Contexto Histórico e Estrutural do Conselho
O Conselho de Segurança da ONU, criado em 1945, é composto por 15 membros, sendo cinco permanentes com poder de veto: Estados Unidos, Rússia, China, França e Reino Unido. Esta configuração foi estabelecida no pós-Segunda Guerra Mundial, refletindo o equilíbrio de poder da época. No entanto, Lula e outros líderes mundiais argumentam que essa estrutura está desatualizada e não representa mais a realidade geopolítica atual.

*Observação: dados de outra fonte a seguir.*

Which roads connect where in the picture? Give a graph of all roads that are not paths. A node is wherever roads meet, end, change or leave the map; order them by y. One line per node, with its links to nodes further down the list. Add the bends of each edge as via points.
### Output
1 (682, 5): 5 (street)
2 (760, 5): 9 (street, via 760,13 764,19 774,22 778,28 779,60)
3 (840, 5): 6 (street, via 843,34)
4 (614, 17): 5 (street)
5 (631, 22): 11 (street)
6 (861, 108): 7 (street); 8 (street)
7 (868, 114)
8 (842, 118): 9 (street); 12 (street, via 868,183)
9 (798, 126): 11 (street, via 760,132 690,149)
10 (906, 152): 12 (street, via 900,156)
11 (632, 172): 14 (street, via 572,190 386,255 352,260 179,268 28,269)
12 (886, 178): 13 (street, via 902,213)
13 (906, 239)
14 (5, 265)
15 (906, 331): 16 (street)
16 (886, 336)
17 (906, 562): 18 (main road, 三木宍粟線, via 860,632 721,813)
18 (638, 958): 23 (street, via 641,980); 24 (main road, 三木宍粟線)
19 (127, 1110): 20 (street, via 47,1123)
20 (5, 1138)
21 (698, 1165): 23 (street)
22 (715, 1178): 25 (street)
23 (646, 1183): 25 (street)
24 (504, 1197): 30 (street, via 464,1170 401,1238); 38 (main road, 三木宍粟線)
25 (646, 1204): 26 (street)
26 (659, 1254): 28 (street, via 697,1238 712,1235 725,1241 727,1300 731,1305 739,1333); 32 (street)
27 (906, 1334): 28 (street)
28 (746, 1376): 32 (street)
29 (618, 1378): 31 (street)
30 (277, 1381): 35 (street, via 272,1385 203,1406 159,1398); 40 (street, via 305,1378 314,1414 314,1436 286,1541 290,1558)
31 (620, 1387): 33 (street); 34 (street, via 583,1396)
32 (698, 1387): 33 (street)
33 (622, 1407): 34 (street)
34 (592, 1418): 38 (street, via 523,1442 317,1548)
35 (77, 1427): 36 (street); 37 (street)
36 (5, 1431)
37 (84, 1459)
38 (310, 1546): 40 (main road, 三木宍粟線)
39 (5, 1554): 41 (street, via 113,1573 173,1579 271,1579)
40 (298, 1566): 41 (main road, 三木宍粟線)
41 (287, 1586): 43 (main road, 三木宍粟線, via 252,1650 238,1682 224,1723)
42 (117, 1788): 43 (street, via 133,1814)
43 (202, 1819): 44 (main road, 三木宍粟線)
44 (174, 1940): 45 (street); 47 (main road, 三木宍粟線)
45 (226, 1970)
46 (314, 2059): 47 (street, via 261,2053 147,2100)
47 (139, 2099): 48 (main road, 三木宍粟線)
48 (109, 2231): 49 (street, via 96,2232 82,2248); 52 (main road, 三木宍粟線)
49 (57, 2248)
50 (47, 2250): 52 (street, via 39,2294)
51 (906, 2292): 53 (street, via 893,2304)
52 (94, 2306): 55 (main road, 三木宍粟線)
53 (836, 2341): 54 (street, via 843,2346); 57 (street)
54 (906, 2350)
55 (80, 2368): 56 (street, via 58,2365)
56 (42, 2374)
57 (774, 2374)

Relevância e Impactos das Críticas
As críticas de Lula ganham relevância em um momento em que o mundo enfrenta conflitos armados e tensões diplomáticas significativas. A postura dos membros permanentes do Conselho de Segurança é frequentemente questionada, especialmente quando seus interesses nacionais parecem prevalecer sobre a busca por soluções diplomáticas. Para muitos países, a fala de Lula ressoa como um chamado à reforma e à democratização do órgão.
Repercussão Internacional
A declaração de Lula gerou repercussão significativa nas redes sociais e entre analistas políticos internacionais. Alguns aplaudem a coragem do presidente brasileiro em desafiar o status quo, enquanto outros apontam que mudanças no Conselho de Segurança são improváveis sem a concordância dos próprios membros permanentes. A discussão sobre a reforma do Conselho não é nova, mas ganha força com a crescente demanda por maior representatividade global.
Possíveis Desdobramentos
Embora a crítica de Lula não seja uma novidade, ela reafirma o posicionamento de países emergentes que pedem uma revisão das instituições internacionais. Caso haja um movimento consistente em direção à reforma, isso poderia levar a uma reorganização das forças políticas globais e a um Conselho de Segurança mais inclusivo. No entanto, qualquer proposta de mudança enfrenta o desafio do consenso entre as nações mais poderosas do mundo.